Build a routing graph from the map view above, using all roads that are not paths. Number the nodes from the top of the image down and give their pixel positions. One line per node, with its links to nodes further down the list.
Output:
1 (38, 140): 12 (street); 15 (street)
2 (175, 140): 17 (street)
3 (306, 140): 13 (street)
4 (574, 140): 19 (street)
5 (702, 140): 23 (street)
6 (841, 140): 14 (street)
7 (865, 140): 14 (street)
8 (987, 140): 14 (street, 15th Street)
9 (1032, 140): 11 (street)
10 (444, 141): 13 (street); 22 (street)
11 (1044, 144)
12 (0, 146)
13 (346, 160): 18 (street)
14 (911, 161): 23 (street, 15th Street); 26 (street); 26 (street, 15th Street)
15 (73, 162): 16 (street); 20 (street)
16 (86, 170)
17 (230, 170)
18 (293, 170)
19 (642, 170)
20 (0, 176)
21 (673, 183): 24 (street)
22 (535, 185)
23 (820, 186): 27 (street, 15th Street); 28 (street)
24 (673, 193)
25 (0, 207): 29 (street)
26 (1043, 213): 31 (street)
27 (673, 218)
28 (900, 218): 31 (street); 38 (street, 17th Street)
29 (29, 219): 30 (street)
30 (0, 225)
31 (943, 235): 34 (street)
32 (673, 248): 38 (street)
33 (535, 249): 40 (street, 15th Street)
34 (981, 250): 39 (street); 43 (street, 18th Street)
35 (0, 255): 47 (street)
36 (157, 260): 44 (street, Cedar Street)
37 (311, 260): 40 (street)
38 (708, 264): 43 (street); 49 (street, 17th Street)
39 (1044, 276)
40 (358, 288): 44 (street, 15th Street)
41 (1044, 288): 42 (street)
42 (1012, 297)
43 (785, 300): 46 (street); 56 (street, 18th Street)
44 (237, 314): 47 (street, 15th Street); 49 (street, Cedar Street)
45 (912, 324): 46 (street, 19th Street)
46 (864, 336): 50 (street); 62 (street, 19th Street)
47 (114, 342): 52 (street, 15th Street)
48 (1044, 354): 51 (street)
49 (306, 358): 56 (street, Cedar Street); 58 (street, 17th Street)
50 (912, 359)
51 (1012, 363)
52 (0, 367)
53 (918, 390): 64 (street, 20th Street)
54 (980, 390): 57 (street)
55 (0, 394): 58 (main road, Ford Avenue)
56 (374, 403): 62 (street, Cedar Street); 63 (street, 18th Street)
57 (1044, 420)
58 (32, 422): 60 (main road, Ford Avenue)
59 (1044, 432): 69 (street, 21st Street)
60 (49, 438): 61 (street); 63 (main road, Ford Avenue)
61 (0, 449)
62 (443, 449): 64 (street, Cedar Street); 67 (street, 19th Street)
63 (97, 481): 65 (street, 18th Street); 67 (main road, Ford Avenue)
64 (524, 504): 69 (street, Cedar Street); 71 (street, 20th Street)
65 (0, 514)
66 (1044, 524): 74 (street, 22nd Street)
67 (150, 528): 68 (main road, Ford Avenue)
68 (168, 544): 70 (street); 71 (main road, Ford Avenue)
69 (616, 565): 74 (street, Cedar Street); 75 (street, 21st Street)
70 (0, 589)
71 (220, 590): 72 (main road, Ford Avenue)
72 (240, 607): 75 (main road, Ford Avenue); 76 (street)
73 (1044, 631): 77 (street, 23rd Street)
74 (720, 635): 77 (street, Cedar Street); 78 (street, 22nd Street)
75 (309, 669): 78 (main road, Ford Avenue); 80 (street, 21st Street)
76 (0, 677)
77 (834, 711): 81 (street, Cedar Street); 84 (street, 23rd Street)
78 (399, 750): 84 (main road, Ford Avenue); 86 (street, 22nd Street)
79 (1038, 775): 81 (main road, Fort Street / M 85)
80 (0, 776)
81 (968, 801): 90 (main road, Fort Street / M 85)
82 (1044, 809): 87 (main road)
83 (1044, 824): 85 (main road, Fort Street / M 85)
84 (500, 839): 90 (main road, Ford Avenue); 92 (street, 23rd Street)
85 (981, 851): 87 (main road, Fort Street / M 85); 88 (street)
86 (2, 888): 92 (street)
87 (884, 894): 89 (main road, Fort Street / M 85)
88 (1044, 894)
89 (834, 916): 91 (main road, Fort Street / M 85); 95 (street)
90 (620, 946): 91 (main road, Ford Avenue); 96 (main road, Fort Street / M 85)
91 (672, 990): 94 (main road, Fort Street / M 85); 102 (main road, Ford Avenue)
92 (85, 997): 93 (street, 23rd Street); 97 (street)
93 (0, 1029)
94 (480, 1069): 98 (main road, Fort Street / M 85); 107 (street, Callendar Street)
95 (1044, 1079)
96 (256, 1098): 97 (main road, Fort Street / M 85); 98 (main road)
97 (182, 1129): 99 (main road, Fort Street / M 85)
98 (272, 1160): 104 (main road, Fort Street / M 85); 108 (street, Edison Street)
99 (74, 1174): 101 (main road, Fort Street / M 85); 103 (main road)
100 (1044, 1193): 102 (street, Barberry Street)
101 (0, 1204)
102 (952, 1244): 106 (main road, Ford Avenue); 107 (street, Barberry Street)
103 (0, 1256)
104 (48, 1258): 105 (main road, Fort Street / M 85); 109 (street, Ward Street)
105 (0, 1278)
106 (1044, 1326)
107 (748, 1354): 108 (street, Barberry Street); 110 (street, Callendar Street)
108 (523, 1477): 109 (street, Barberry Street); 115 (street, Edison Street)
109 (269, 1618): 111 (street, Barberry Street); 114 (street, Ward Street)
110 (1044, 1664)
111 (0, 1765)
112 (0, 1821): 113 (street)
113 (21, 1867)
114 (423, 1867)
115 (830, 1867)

= = = =

(Exercise details): How many of the lines above include the string "Edison"? Give only the number.

(Finished exercise): 2